(Data for the task)

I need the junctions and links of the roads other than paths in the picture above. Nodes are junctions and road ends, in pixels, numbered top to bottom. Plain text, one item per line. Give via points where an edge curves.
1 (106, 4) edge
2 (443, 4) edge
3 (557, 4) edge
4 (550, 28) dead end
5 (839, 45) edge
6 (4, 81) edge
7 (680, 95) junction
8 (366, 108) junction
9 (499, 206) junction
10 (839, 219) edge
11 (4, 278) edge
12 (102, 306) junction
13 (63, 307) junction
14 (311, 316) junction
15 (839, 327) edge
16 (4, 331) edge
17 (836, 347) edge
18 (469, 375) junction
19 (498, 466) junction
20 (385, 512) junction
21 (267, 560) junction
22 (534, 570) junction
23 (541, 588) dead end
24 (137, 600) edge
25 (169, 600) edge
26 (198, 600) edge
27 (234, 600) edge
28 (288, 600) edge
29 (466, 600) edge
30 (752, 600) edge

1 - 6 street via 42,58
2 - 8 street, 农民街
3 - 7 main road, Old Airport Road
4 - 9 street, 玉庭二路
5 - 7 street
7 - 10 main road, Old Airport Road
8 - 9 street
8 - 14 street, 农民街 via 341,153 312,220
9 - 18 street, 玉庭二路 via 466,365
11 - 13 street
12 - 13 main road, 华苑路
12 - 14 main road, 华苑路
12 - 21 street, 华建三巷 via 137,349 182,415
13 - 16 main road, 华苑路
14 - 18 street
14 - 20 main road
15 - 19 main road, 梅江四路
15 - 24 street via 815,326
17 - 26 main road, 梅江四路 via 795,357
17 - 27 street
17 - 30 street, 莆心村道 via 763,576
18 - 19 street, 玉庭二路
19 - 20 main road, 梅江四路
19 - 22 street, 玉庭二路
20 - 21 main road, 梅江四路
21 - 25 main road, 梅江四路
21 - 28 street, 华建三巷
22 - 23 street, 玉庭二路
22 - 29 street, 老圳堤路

(End Data for the task)

Task to carry out
Please give the number of lines above that contain "华建三巷", without any other words.

Task output
2